History of Ramsgate Festival
Ramsgate Festival has evolved from an arts festival organised every summer since 2010 by Ramsgate Arts, a registered charity launched in 2009, with the aim of using culture to contribute to the regeneration of the town.
The launch event was Love:Hate:Hope:Ramsgate in August 2009. It explored attitudes to this coastal town with a film installation, provoking discussion about the town and people’s views about ‘art’. Situated in an empty shop in the High Street, it attracted a wide range of residents, shoppers and visitors. The focal point was a nine-foot image of a retro TV, onto which the film was projected; the shop window was transformed to create a sharp, impressive entrance. Graphic design, stage design and film production were provided by local artists at little or no cost. Over three days, more than 800 people came inside. The biggest Hate was the dirtiness of the town, the most urgent Hope for a better economy and more for people to do. The main Love was the beach and the harbour.
It was decided that ‘festival’ was the best format for an arts event, something that could be outdoors and inside, showing a range of artforms, a chance for many different people to be enthused and entertained. A Summer Squall launched the next year, running until 2014. Each year it drew crowds of up to 20,000 people to theatre, dance, film, exhibitions and workshops. It launched Thanet Open Studios. Artists have included OperaUpClose, Wendy Cope, The Caravan Gallery and the Vintage Mobile Cinema, performing alongside many of East Kent’s best professional practitioners. For the 2014 Summer Squall we were particularly excited to mount our first artist-in-residence project, for which Theresa Smith of Mooch created Crowning Glory. This 4.5 mtr crown was a complex commentary on King George IV, who made Ramsgate’s harbour Royal — it was made out of discarded plastic bottles retrieved from the beach.

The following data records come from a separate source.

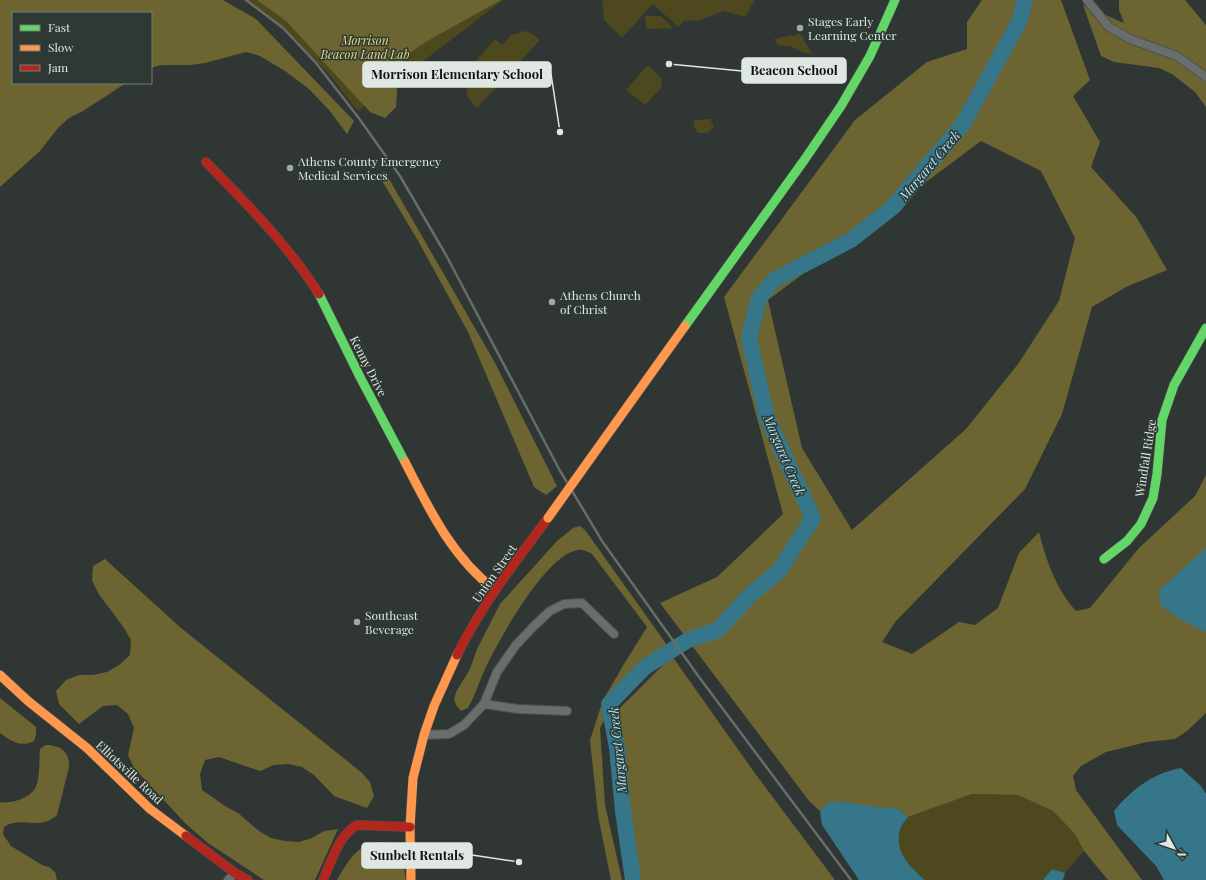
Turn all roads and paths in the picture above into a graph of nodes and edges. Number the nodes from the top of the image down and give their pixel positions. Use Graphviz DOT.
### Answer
graph roads {
  1 [pos="895,0"];
  2 [pos="1088,0"];
  3 [pos="1206,78"];
  4 [pos="206,162"];
  5 [pos="1206,328"];
  6 [pos="1104,559"];
  7 [pos="495,590"];
  8 [pos="614,634"];
  9 [pos="0,675"];
  10 [pos="484,704"];
  11 [pos="567,710"];
  12 [pos="424,735"];
  13 [pos="410,827"];
  14 [pos="236,873"];
  15 [pos="228,880"];
  16 [pos="248,880"];
  17 [pos="323,880"];
  18 [pos="411,880"];
  1 -- 7 [label="street, Union Street, bridge"];
  2 -- 3 [label="street"];
  4 -- 7 [label="street, Kenny Drive"];
  5 -- 6 [label="street, Windfall Ridge"];
  7 -- 12 [label="street, Union Street"];
  8 -- 10 [label="street"];
  9 -- 14 [label="street, Elliotsville Road"];
  10 -- 11 [label="street"];
  10 -- 12 [label="street"];
  12 -- 13 [label="street, Union Street"];
  13 -- 17 [label="street"];
  13 -- 18 [label="street, Union Street"];
  14 -- 15 [label="street"];
  14 -- 16 [label="street, Elliotsville Road"];
}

In 2015, we became the ‘Ramsgate Festival’. The programme continued to expand and diversify, always trying new ideas and working alongside the seafront traders who brought a fair, fireworks and a music stage to the August Bank Holiday weekend.

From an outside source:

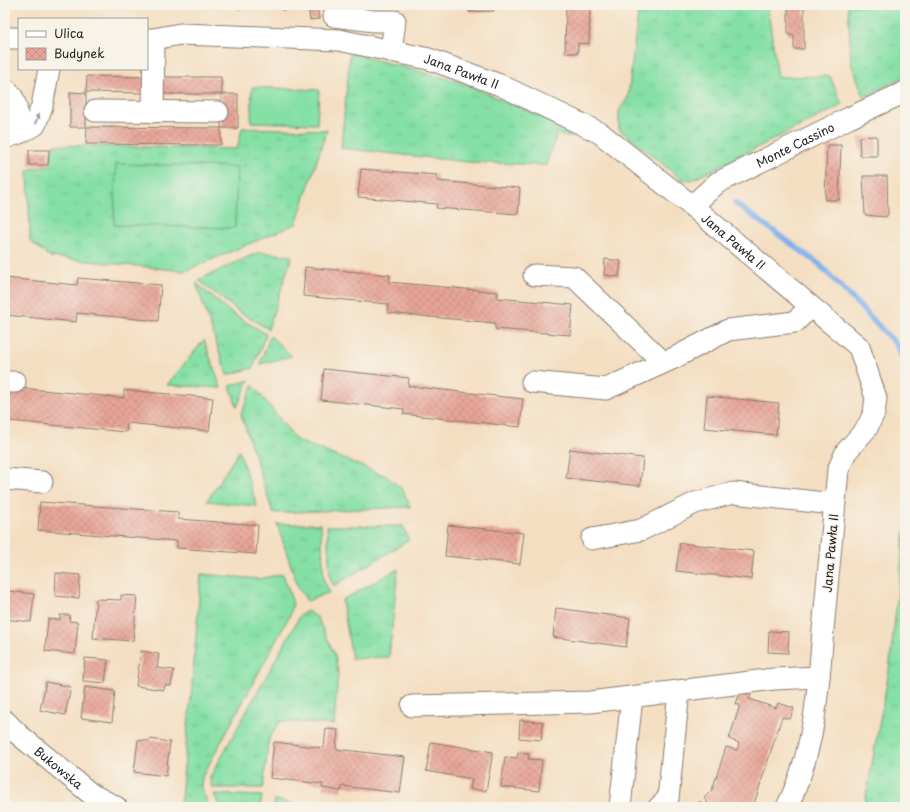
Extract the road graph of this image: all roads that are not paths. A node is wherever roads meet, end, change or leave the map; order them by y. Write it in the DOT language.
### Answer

2016 saw the festival moving to July for the first time, working alongside the Royal Temple Yacht Club and their annual Ramsgate Week sailing regatta. The move opened up a second week in the vital summer holiday period, encouraging new visitors and providing high quality, sometimes surprising, cultural activities for our local people.

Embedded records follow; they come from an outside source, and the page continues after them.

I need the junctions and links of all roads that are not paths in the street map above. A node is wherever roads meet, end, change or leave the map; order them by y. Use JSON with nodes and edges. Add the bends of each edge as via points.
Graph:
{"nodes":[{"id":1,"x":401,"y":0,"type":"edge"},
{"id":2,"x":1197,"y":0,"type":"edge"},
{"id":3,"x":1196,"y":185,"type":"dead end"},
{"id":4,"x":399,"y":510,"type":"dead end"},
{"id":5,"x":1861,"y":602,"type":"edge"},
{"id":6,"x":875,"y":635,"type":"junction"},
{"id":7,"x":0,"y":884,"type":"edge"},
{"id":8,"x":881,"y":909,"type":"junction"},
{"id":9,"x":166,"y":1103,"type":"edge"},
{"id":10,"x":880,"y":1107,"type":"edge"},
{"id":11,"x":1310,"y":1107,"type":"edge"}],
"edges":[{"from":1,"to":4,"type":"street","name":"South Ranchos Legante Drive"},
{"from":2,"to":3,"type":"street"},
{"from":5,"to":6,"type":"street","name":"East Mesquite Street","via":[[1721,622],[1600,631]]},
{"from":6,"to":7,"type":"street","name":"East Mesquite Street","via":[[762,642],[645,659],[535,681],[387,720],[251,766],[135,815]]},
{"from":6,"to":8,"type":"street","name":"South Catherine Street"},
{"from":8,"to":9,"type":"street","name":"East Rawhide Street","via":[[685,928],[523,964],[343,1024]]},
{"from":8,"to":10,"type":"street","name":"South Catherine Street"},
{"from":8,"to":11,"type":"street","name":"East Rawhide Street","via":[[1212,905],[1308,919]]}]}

2017 became one of our most ambitious festivals, themed around ‘Dream Marine’ and produced by Teresa Askew for the second year. Russian artists Cardboardia and the Handmade Parade company from Hebden Bridge spend two weeks in town, giving workshops and creating huge parade creatures, a whole community of characters in cardboard with a Rubbish Monster fight on the beach and the best parade Ramsgate has seen for years, to close the festival. We were badly let down by the company engaged to make and operate the Ramsgate Slide, which is currently the subject of court action to reclaim the money lost by the charity due to non-delivery of the Slide.